I don’t need to make an editorial on the WSJ, but the risk as I see it is, the cost of Medicare and Medicaid will likely be higher. We are in the 7th year of the current expansion. Could we do another 10 years without a recession?
Now you understand why, when I meet a student that asks me what career offers the best security, without hesitation I tell them healthcare, and if possible, healthcare technology. Not all healthcare is created equal. It is such a large industry that is has “emerging, stable and descending segments,” but you would expect that of any large industry.
Think about this fact for a second- the U.S. Healthcare industry alone is larger than the entire economy of the United Kingdom or France.
So, why the title “Trancession”?
I believe that we are in the intergenerational transition of two great generations, which is causing recessions or contractions in some industries, and expansion in others. When these two generations are on the same path, watch out! Boomers love technology. It was practically invented for us. From the Color TV to the cellular phones. Can you see a Millennial using a Motorola “Brick” Cell phone? They don’t know how good they have it.

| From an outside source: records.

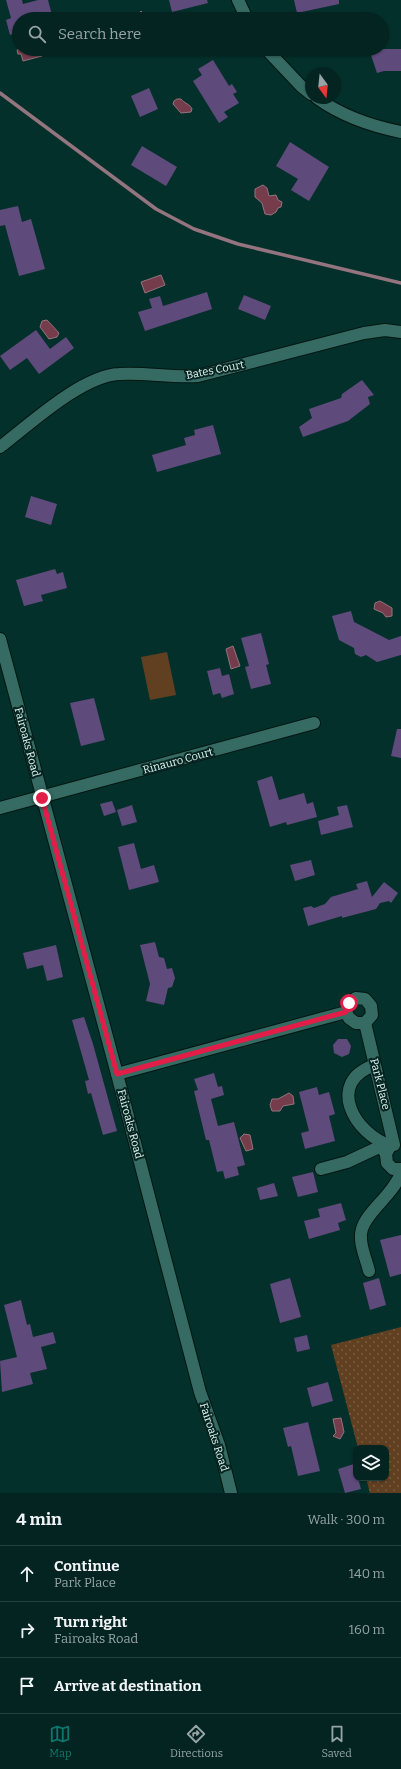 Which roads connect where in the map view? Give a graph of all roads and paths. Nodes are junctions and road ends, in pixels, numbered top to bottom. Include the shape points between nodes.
1 (238, 0) edge
2 (244, 12) edge
3 (273, 56) edge
4 (305, 89) edge
5 (328, 104) edge
6 (401, 132) edge
7 (401, 332) edge
8 (0, 447) edge
9 (0, 638) edge
10 (314, 723) dead end
11 (42, 798) junction
12 (0, 808) edge
13 (346, 1012) junction
14 (365, 1023) junction
15 (375, 1065) junction
16 (117, 1074) junction
17 (393, 1147) edge
18 (321, 1169) dead end
19 (401, 1169) edge
20 (401, 1173) edge
21 (369, 1271) dead end
22 (231, 1493) edge

1 - 2 street
3 - 4 street
5 - 6 street via 355,119
7 - 8 street, Bates Court via 385,330 364,333 198,376 117,374 93,381 57,401
9 - 11 street, Fairoaks Road
10 - 11 street, Rinauro Court
11 - 12 street, Rinauro Court
11 - 16 street, Fairoaks Road
13 - 14 street via 356,1024
13 - 14 street via 349,1003 356,998 365,999 371,1006 372,1015
13 - 16 street
14 - 15 street, Park Place
15 - 17 street, Park Place
15 - 17 street via 363,1069 350,1083 350,1103 358,1125 382,1143
16 - 22 street, Fairoaks Road via 200,1392 219,1445
17 - 18 street via 377,1148 357,1158
17 - 19 street, Park Place via 387,1163 394,1169
20 - 21 street via 392,1190 366,1219 362,1230 362,1244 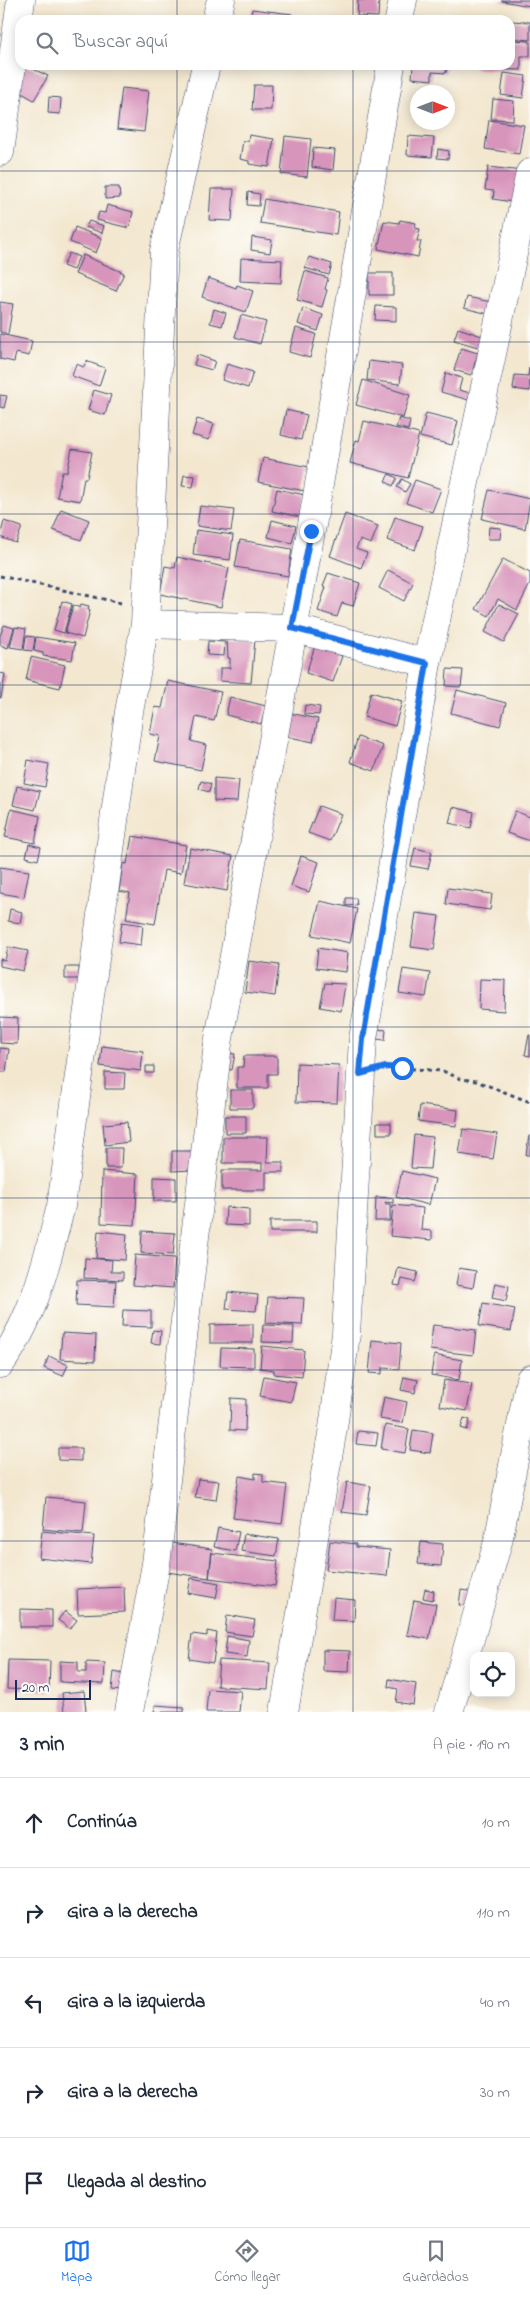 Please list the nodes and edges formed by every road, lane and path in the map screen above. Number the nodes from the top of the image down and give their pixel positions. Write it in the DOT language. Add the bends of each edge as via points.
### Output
graph roads {
  1 [pos="22,0"];
  2 [pos="221,0"];
  3 [pos="402,0"];
  4 [pos="19,15"];
  5 [pos="217,15"];
  6 [pos="400,15"];
  7 [pos="15,39"];
  8 [pos="205,70"];
  9 [pos="390,70"];
  10 [pos="3,107"];
  11 [pos="0,152"];
  12 [pos="530,173"];
  13 [pos="0,576"];
  14 [pos="145,616"];
  15 [pos="292,628"];
  16 [pos="427,663"];
  17 [pos="360,1074"];
  18 [pos="530,1102"];
  19 [pos="0,1364"];
  20 [pos="530,1380"];
  21 [pos="129,1712"];
  22 [pos="284,1712"];
  23 [pos="449,1712"];
  1 -- 4 [label="street"];
  2 -- 5 [label="street"];
  3 -- 6 [label="street"];
  7 -- 10 [label="street"];
  8 -- 14 [label="street" via="164,251"];
  9 -- 15 [label="street"];
  10 -- 11 [label="street"];
  12 -- 16 [label="street"];
  13 -- 14 [label="path"];
  14 -- 15 [label="street"];
  14 -- 19 [label="street" via="61,1206 42,1278 11,1350"];
  15 -- 16 [label="street"];
  15 -- 21 [label="street" via="218,1044 156,1564"];
  16 -- 17 [label="street" via="363,1039"];
  17 -- 18 [label="path" via="386,1067 443,1071"];
  17 -- 22 [label="street" via="346,1334"];
  20 -- 23 [label="street" via="498,1542"];
} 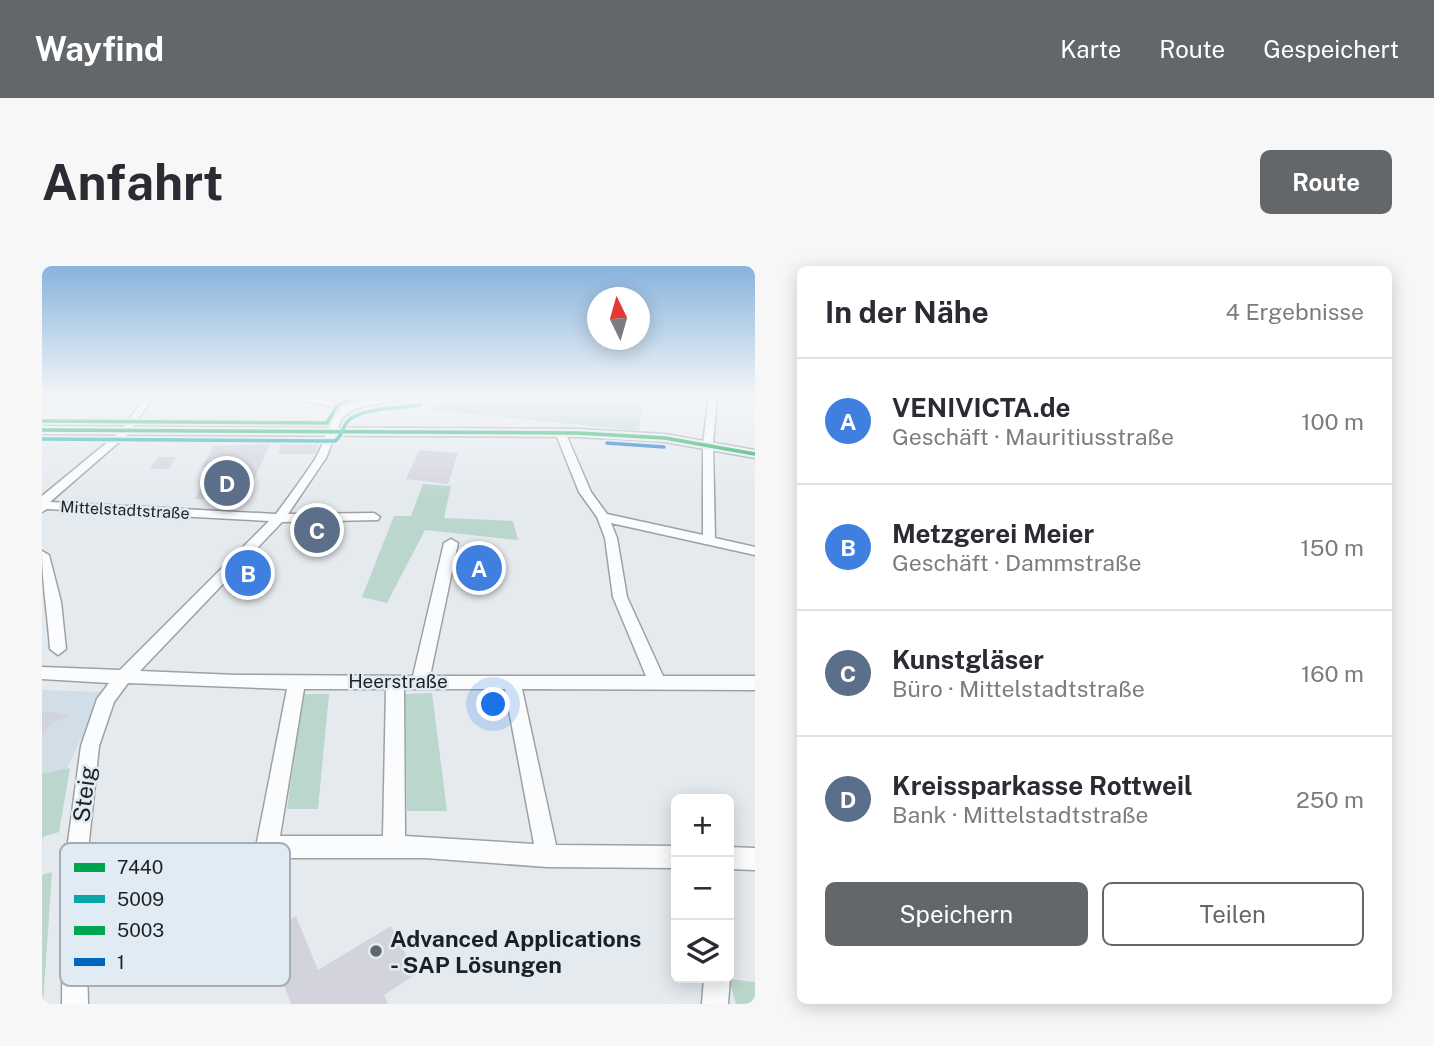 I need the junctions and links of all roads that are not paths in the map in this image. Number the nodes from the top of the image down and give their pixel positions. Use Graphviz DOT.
graph roads {
  1 [pos="54,430"];
  2 [pos="126,430"];
  3 [pos="361,430"];
  4 [pos="709,430"];
  5 [pos="334,432"];
  6 [pos="365,432"];
  7 [pos="560,432"];
  8 [pos="124,433"];
  9 [pos="708,444"];
  10 [pos="755,454"];
  11 [pos="43,506"];
  12 [pos="374,517"];
  13 [pos="603,517"];
  14 [pos="279,518"];
  15 [pos="709,542"];
  16 [pos="452,543"];
  17 [pos="755,551"];
  18 [pos="42,555"];
  19 [pos="58,649"];
  20 [pos="42,673"];
  21 [pos="124,677"];
  22 [pos="297,681"];
  23 [pos="395,681"];
  24 [pos="420,681"];
  25 [pos="512,682"];
  26 [pos="657,683"];
  27 [pos="755,684"];
  28 [pos="78,843"];
  29 [pos="268,843"];
  30 [pos="290,847"];
  31 [pos="394,847"];
  32 [pos="547,856"];
  33 [pos="671,857"];
  34 [pos="734,858"];
  35 [pos="755,859"];
  36 [pos="717,983"];
  37 [pos="75,986"];
  38 [pos="75,1004"];
  39 [pos="715,1004"];
  1 -- 8 [label="street"];
  2 -- 8 [label="street"];
  3 -- 6 [label="street"];
  4 -- 9 [label="street"];
  5 -- 6 [label="street"];
  5 -- 8 [label="street"];
  5 -- 14 [label="street, Steig"];
  6 -- 7 [label="street"];
  7 -- 9 [label="street"];
  7 -- 13 [label="street"];
  8 -- 11 [label="street"];
  9 -- 10 [label="street"];
  9 -- 15 [label="street"];
  11 -- 14 [label="street, Mittelstadtstraße"];
  12 -- 14 [label="street, Mittelstadtstraße"];
  13 -- 15 [label="street"];
  13 -- 26 [label="street"];
  14 -- 21 [label="street, Steig"];
  15 -- 17 [label="street"];
  16 -- 24 [label="street"];
  18 -- 19 [label="street"];
  20 -- 21 [label="street, Heerstraße"];
  21 -- 22 [label="street, Heerstraße"];
  21 -- 28 [label="street, Steig"];
  22 -- 23 [label="street, Heerstraße"];
  22 -- 29 [label="street"];
  23 -- 24 [label="street, Heerstraße"];
  23 -- 31 [label="street"];
  24 -- 25 [label="street, Heerstraße"];
  25 -- 26 [label="street, Heerstraße"];
  25 -- 32 [label="street"];
  26 -- 27 [label="street, Heerstraße"];
  30 -- 31 [label="street"];
  31 -- 32 [label="street"];
  32 -- 33 [label="street"];
  34 -- 35 [label="street"];
  36 -- 39 [label="street"];
  37 -- 38 [label="street, Steig"];
}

Look at the graph below on grocery sales vs. restaurant sales. For the first time in history we Americans are spending more money in restaurants than on groceries. I believe that is both the Boomer and Millennials eating out. The Boomers because they feel they deserve it, and don’t want to cook for just themselves, and millennial who grew up in restaurants with their parents.
All these words are a warning, if you are not in to healthcare or technology and technology driven solutions, tread carefully. One is driven by the generation that has driven everything for 70 years and the other combines the Boomer and Millennials for now. We will see how those change over the next decade.